- Task goal
List each line of the data that holds the string "Creek".

- Provided records
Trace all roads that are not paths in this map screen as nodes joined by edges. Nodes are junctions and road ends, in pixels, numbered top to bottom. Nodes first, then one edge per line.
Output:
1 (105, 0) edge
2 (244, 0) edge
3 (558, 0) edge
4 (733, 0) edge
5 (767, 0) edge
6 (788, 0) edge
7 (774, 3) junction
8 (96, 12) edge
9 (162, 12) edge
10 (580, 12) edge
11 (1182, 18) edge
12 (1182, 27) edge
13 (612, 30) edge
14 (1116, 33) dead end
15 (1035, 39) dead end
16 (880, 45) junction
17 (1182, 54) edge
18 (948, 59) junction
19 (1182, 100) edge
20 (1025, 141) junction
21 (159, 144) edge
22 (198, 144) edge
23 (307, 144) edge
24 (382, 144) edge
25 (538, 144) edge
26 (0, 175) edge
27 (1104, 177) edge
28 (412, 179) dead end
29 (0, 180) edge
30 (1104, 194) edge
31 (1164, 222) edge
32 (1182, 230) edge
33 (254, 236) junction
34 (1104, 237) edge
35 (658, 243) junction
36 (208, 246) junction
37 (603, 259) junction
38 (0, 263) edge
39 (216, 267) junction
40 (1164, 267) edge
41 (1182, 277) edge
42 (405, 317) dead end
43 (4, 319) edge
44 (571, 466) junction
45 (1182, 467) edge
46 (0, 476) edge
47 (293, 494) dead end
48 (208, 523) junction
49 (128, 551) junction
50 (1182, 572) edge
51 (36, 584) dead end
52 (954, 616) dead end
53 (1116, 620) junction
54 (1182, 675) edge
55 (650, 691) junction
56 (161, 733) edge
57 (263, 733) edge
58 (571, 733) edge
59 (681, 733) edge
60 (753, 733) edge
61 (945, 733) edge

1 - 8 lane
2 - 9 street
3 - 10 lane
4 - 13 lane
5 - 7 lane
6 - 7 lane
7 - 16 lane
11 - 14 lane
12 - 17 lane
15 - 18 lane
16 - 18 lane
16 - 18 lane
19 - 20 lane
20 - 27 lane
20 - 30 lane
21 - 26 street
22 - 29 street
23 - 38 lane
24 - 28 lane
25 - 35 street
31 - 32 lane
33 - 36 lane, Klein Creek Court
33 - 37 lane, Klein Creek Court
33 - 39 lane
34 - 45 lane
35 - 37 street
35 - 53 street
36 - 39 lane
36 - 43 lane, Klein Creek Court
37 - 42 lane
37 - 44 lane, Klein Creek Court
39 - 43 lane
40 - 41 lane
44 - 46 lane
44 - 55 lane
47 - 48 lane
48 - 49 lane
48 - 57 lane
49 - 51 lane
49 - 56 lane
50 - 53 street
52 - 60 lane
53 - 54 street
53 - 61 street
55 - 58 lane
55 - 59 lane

- Solution to this problem
33 - 36 lane, Klein Creek Court
33 - 37 lane, Klein Creek Court
36 - 43 lane, Klein Creek Court
37 - 44 lane, Klein Creek Court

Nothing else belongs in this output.